If you and your spouse are going through a high-asset divorce in Texas, and if you acquired a significant amount of artwork during your marriage, you may want to know how you can ensure the divorce judge divides that artwork fairly between the two of you. While many people assume that the most reliable valuations come from humans, the NAEPC Journal of Estate and Tax Planning suggests that digital tools offer the most reliable results.
The Cincinnati appraiser of fine and decorative arts, collectibles and antiques who authored the study says that digital tools play a crucial role in the division, disposition and protection of tangible personal property during both divorce and estate planning. However, not all digital tools are created equal. You can ensure that the program you choose to use offers the most fair and accurate appraisal by checking to make sure it has certain characteristics.

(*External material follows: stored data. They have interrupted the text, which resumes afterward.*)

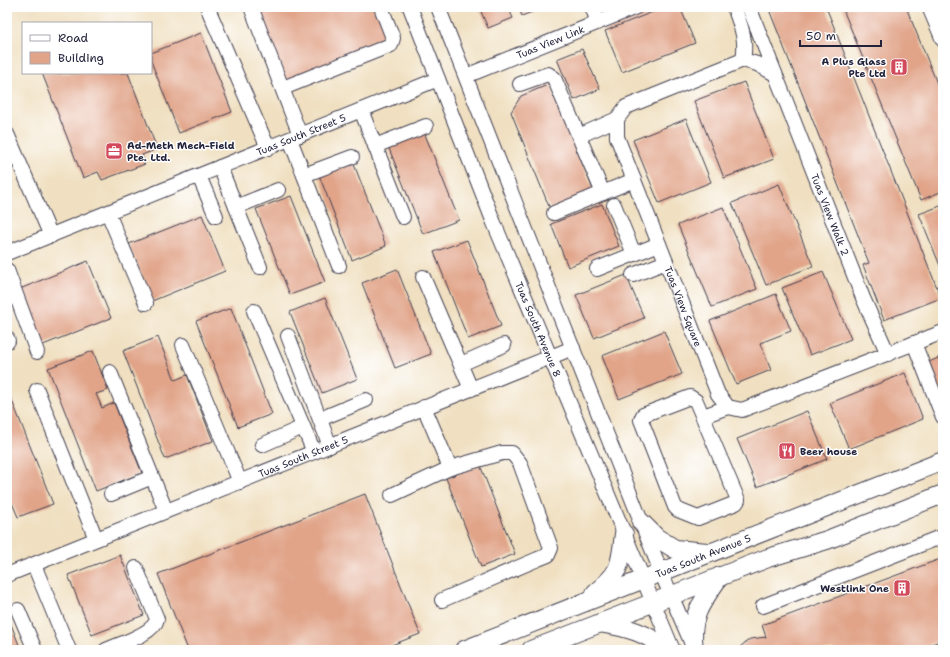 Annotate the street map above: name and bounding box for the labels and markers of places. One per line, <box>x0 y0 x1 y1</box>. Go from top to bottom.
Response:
place label: A Plus Glass Pte Ltd <box>822 55 886 80</box>
building icon: A Plus Glass Pte Ltd <box>889 57 909 77</box>
place label: Ad-Meth Mech-Field Pte. Ltd. <box>127 139 235 164</box>
office icon: Ad-Meth Mech-Field Pte. Ltd. <box>104 141 124 161</box>
restaurant icon: Beer house <box>777 441 797 461</box>
place label: Beer house <box>800 445 857 458</box>
building icon: Westlink One <box>892 578 912 598</box>
place label: Westlink One <box>820 582 889 595</box>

First and foremost, the tools you use should facilitate record keeping specific to tangible personal property. It should also make record-keeping easy by offering the ability to scan invoices, store files, authenticate documents and pull up previous appraisals. Shared processing is also a must-have characteristic, as cloud tools can simplify the cataloging and sharing of benefits. For instance, with the right digital tools, you and your spouse can eliminate up to 90 percent of the back-and-forth deliberation that often accompanies the division of valuable objects.
Though the author of the report favors digital tools, she does suggest that the best digital tools grant easy access to actual specialist appraisers. These appraisers should be able to provide second options, squash misinformation and explain the valuation of an object transparently.
The information in this article is for educational purposes only. It should not be construed as legal advice.